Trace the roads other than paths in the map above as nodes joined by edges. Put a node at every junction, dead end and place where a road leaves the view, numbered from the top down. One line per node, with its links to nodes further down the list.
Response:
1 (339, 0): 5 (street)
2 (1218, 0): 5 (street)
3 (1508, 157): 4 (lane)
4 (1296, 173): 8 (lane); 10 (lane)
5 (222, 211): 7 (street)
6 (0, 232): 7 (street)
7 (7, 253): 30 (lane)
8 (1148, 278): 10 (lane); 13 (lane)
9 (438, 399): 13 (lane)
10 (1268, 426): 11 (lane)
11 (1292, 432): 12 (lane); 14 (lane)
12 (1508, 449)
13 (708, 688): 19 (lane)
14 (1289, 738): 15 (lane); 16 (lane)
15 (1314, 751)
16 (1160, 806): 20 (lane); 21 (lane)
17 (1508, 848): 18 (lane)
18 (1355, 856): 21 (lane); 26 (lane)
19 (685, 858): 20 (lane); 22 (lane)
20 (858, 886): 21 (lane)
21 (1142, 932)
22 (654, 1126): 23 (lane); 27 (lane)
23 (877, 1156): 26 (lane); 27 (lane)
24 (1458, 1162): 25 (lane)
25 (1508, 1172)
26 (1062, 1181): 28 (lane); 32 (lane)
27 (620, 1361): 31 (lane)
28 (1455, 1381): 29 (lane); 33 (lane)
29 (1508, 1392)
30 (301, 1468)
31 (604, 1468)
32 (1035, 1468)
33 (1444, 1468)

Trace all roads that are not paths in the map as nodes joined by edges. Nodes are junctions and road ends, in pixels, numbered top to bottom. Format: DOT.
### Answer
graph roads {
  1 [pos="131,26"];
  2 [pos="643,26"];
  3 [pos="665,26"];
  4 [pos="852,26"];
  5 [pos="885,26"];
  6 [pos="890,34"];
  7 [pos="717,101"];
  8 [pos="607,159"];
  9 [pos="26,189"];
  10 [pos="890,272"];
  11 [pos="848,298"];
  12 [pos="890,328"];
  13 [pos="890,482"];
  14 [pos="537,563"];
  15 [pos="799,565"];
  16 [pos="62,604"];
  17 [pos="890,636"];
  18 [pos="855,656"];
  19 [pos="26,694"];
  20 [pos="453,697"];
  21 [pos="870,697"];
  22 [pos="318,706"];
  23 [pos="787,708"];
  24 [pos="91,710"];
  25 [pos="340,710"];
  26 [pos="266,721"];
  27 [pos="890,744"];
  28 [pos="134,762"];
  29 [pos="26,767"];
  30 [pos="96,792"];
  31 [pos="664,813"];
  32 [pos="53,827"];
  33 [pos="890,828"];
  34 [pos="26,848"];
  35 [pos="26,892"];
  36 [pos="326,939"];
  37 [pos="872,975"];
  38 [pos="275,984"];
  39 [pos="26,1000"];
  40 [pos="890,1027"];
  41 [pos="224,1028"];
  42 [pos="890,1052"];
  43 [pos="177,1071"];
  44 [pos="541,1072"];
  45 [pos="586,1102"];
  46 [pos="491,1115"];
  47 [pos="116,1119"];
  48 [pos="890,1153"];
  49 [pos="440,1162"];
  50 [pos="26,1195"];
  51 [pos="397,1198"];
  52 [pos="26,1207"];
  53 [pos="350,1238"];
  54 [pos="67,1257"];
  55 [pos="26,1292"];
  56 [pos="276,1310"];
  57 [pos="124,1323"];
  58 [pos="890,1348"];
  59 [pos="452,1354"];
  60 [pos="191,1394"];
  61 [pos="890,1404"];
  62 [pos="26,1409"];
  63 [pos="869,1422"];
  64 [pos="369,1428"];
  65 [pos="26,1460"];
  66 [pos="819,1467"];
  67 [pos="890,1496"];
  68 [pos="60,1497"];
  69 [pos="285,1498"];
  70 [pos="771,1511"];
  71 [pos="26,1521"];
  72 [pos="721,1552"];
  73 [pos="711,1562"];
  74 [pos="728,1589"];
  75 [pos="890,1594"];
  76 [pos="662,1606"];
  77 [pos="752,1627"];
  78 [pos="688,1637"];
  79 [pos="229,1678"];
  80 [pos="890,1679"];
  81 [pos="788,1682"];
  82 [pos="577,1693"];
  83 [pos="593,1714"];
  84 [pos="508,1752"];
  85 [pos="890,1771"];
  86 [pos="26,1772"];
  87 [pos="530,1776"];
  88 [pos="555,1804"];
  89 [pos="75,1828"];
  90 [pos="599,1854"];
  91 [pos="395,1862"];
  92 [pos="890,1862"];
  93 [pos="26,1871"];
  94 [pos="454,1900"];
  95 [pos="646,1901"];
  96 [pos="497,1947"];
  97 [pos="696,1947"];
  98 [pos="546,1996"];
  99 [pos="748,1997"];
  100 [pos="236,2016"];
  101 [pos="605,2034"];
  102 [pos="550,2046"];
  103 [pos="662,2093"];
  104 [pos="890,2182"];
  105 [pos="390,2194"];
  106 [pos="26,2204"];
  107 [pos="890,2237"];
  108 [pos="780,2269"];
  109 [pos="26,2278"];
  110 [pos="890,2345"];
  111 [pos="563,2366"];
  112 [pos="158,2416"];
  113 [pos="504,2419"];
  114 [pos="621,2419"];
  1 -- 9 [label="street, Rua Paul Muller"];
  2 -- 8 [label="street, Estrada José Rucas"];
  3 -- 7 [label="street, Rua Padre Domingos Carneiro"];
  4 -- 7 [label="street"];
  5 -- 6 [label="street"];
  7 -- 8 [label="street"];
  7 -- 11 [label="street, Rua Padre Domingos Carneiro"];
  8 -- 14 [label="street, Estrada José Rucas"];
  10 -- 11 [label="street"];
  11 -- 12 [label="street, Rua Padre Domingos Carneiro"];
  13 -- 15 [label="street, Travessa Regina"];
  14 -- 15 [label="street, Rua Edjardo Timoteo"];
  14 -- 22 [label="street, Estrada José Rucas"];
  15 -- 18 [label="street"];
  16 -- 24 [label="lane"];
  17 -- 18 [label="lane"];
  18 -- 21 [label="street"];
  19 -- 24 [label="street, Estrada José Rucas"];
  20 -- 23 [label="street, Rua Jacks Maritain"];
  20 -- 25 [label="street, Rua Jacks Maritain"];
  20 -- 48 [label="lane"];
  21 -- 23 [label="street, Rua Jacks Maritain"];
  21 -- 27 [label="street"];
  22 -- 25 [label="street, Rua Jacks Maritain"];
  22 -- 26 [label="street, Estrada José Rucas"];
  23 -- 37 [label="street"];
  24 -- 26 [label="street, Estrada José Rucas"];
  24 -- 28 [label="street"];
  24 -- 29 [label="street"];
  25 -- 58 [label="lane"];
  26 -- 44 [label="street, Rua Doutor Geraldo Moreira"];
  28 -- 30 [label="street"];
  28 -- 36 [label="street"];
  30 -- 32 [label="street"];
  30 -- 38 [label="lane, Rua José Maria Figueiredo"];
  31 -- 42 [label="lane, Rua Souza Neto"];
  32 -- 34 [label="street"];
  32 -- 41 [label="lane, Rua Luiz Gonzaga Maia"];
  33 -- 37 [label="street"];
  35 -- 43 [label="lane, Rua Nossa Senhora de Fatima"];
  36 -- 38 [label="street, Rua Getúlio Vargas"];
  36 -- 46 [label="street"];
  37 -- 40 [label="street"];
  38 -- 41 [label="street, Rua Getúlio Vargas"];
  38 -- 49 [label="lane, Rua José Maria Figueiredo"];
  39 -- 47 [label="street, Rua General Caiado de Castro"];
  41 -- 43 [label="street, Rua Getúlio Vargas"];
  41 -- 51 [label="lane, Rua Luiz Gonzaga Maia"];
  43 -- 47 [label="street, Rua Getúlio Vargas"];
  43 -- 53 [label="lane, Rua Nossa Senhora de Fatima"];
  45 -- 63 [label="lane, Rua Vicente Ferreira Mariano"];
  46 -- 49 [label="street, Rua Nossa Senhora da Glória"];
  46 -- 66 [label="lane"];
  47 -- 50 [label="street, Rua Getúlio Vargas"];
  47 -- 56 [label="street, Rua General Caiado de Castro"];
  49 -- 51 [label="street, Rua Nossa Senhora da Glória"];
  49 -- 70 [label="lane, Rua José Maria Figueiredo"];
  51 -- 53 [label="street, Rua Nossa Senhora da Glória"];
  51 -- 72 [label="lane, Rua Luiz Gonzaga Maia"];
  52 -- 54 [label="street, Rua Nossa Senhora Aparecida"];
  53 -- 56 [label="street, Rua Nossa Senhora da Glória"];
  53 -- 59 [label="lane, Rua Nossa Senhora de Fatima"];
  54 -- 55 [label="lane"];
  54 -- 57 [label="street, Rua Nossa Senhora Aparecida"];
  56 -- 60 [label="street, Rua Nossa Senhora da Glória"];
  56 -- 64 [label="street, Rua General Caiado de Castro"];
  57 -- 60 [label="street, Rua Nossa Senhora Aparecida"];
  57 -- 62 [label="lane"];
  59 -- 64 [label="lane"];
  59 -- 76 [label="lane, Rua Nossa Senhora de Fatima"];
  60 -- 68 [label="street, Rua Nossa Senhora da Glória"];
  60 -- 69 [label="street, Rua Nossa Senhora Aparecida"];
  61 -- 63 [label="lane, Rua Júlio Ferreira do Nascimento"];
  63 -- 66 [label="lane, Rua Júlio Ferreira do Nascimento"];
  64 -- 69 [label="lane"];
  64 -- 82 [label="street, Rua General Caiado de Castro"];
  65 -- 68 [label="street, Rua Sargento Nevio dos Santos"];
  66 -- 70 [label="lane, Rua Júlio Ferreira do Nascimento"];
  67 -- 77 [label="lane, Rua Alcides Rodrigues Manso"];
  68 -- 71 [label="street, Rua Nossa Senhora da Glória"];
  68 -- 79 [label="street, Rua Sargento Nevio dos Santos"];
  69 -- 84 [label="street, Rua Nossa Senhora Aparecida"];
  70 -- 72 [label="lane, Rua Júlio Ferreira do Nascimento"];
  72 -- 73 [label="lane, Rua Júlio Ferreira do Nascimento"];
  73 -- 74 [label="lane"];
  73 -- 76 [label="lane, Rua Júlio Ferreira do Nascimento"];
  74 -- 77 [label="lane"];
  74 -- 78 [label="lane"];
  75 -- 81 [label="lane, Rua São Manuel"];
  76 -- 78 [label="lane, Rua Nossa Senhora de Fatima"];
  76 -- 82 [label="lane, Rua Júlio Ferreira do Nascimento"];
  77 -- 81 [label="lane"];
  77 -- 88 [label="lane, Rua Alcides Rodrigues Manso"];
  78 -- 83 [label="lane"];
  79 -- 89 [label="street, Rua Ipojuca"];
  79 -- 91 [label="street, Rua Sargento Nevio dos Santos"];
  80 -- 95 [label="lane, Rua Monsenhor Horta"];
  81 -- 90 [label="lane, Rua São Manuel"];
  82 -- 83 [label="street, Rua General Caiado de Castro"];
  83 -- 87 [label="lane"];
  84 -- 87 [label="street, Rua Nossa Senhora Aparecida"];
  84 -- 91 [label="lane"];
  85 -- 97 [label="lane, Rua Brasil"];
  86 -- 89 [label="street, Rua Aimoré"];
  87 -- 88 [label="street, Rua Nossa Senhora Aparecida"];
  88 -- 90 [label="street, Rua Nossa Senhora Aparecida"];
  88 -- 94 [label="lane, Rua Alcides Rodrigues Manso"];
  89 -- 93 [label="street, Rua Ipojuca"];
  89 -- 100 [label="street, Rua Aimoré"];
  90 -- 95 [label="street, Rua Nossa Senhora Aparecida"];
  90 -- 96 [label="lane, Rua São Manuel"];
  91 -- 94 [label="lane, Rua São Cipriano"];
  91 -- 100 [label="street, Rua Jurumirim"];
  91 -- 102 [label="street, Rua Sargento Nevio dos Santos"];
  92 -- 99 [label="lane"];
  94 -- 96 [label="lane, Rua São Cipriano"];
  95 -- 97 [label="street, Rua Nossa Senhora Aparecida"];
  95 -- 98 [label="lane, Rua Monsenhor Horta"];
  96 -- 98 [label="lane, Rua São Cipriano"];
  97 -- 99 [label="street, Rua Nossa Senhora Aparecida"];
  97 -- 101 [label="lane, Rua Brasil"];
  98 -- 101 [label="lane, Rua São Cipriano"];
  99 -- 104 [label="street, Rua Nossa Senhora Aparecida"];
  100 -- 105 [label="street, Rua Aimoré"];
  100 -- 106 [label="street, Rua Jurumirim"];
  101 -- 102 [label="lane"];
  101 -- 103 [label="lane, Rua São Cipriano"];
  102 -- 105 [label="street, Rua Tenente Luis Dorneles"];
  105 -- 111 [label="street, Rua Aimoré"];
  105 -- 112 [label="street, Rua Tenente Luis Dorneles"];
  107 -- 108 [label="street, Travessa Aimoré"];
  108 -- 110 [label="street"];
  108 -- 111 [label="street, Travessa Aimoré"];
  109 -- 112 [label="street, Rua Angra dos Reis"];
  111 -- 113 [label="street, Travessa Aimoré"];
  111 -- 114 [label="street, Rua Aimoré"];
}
◆ ◆ ◆ ◆ ◆
● TASK BRIEF: Please show every line of the entries above that contains the word "Aimoré".

● TASK OUTPUT:
  86 -- 89 [label="street, Rua Aimoré"];
  89 -- 100 [label="street, Rua Aimoré"];
  100 -- 105 [label="street, Rua Aimoré"];
  105 -- 111 [label="street, Rua Aimoré"];
  107 -- 108 [label="street, Travessa Aimoré"];
  108 -- 111 [label="street, Travessa Aimoré"];
  111 -- 113 [label="street, Travessa Aimoré"];
  111 -- 114 [label="street, Rua Aimoré"];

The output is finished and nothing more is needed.